(EXCERPTED RECORDS)

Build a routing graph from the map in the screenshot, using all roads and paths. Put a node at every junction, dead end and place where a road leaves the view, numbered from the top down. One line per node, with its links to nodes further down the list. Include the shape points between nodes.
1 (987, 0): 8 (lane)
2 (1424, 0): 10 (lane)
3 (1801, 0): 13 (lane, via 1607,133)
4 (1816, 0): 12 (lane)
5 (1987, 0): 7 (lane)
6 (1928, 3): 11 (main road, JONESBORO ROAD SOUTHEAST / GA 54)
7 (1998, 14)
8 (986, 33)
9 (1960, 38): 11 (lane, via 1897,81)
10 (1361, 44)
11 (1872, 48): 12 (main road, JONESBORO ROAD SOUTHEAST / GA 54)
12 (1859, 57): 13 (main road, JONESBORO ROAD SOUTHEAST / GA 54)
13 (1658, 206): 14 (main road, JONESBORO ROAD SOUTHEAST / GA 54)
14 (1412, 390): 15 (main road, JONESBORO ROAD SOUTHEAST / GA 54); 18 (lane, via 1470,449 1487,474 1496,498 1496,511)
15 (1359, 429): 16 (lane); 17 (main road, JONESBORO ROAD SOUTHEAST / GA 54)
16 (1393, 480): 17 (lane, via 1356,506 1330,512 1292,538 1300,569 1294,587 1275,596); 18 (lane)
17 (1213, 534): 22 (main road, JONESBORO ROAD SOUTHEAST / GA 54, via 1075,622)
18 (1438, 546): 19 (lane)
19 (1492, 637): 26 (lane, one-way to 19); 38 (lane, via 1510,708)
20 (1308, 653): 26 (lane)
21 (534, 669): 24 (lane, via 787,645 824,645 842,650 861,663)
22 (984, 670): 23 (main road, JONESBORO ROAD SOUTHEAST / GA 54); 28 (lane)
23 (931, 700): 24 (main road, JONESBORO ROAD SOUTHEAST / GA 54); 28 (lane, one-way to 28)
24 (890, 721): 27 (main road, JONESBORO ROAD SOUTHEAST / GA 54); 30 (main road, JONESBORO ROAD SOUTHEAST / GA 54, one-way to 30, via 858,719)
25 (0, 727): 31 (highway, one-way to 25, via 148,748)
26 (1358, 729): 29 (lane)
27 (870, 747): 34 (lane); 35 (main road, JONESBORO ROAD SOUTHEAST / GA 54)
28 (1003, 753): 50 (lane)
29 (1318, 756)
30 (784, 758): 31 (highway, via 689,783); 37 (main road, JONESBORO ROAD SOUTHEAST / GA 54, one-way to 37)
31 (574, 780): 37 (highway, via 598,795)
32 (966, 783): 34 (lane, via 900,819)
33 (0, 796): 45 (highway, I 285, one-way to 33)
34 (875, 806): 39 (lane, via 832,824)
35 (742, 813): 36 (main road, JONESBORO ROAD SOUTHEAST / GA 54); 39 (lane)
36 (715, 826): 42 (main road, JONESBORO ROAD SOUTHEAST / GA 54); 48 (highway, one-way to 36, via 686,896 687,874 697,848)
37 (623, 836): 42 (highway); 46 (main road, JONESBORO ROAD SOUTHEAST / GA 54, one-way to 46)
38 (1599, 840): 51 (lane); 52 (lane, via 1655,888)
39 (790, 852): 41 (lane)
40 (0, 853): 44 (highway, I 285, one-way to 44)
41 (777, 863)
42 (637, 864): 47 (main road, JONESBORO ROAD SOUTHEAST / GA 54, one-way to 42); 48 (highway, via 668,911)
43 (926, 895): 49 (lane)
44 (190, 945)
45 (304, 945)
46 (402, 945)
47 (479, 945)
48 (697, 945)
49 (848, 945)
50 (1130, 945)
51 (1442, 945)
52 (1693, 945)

(End EXCERPTED RECORDS)

Only the lines containing "highway" are needed; pull them out of the listing.

- [RESPONSE TO THIS TASK]
25 (0, 727): 31 (highway, one-way to 25, via 148,748)
30 (784, 758): 31 (highway, via 689,783); 37 (main road, JONESBORO ROAD SOUTHEAST / GA 54, one-way to 37)
31 (574, 780): 37 (highway, via 598,795)
33 (0, 796): 45 (highway, I 285, one-way to 33)
36 (715, 826): 42 (main road, JONESBORO ROAD SOUTHEAST / GA 54); 48 (highway, one-way to 36, via 686,896 687,874 697,848)
37 (623, 836): 42 (highway); 46 (main road, JONESBORO ROAD SOUTHEAST / GA 54, one-way to 46)
40 (0, 853): 44 (highway, I 285, one-way to 44)
42 (637, 864): 47 (main road, JONESBORO ROAD SOUTHEAST / GA 54, one-way to 42); 48 (highway, via 668,911)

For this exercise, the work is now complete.